To get at this wonderful idea in concrete form, let us consider in what way the science of astronomy has been affected by the discoveries in radio-activity. Astronomers are now accepting Professor Chamberlin’s view that glowing gases, which were termed nebulae, seen in spiral form in the heavens, are in the process of being involved into matter which will form stars. The spiral coiling seems to be going on about us in celestial regions with the same precision and by the name processes which built our world from nebula. Thus new astronomy — the last science to accept radio-activity — shows the changing Something coiling up for that terrestrial uncoiling now known as radio-activity. It is an ever-recurring circle.

The mystery of the coiling and the mystery of the uncoiling are finite when compared with the infinite mystery of the great illusive which is being coiled and uncoiled.

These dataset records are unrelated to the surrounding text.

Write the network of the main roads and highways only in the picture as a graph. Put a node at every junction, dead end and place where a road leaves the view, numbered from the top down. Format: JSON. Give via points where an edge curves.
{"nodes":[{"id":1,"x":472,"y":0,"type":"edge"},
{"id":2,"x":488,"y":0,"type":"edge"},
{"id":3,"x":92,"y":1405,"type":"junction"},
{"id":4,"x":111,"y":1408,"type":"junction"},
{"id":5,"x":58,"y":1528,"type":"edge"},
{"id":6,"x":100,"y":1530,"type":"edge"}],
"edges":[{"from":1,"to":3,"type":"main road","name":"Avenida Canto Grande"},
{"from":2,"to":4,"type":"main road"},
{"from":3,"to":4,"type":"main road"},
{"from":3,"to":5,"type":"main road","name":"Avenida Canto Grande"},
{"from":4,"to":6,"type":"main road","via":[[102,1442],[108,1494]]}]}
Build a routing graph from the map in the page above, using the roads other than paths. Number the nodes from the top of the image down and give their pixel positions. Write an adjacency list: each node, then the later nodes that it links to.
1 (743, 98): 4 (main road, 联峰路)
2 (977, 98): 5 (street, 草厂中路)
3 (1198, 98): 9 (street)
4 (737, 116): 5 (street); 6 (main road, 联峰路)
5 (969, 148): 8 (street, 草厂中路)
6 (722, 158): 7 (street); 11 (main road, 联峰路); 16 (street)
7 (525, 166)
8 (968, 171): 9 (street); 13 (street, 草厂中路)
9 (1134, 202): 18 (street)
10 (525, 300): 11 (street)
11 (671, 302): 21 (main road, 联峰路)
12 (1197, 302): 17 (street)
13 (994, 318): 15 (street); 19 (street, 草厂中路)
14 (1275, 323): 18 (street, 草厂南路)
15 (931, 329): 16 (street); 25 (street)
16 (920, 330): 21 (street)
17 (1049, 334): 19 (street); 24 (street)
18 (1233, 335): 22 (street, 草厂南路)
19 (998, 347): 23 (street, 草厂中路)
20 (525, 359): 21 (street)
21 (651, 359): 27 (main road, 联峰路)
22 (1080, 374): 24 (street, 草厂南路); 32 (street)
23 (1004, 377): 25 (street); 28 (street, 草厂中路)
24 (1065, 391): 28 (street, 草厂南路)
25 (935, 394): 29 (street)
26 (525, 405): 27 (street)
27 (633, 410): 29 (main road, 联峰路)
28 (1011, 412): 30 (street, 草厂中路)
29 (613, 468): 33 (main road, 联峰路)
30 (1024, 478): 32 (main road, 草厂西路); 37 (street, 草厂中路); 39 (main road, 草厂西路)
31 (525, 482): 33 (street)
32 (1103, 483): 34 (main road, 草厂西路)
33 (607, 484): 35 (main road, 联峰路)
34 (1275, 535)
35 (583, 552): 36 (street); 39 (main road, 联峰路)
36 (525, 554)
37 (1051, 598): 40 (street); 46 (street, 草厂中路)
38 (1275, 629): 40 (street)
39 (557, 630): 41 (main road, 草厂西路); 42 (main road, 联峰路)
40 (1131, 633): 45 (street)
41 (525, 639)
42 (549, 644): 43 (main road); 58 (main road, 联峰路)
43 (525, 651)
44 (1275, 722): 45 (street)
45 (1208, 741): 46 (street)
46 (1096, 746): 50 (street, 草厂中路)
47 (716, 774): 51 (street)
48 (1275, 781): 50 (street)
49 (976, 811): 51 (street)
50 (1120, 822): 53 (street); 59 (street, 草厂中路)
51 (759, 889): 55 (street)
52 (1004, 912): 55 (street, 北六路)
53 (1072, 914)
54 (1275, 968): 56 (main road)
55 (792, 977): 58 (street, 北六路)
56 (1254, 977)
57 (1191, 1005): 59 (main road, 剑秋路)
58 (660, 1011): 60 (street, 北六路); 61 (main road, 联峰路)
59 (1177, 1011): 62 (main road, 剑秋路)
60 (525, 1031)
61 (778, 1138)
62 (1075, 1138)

This concept of the uncoiling, or of radio-activity, is a rythmic [sic], measured disturbance of equilibrium. The negative electrons rotate around the positive center of an atom until an appointed time brings a fractional violation of ratio, when an explosion liberates an atom of helium and a new ratio is established for a new rhythm. Here is the uncoiling, the breaking down of matter on its way to its original ether or something unknown.

The strangest part of Dr. Savidge’s contention is that “there is an attraction of duration for matter” as mathematical as the attraction of gravitation. To go into this, and all that it involves, requires more space than a book review can give. But this with the other points in the new conception of radio-activity requires serious and continued study on the part of one educated in the idea of the eternity of the atom and the persistence of matter. This latter doctrine now seems to have gone by the board. Matter, like the “eternal hills,” is in the process of flux and of change and will vanish like a smoke wreath into its original ether, whatever that may be.

To those who wish to get in touch with modern thought as modified by this new subject of radio-activity, this book will be of priceless value. It suggests a great many possible avenues of approach to the great mysteries of existence, and indicates the marvelous “new knowledge” that has within a decade or two made so much of the old knowledge and teachings of science out of date.

The work is printed in large type, contains suggestive illustrations and is clearly written with copious notes of reference to modern experimenters and writers who have opened up this trail.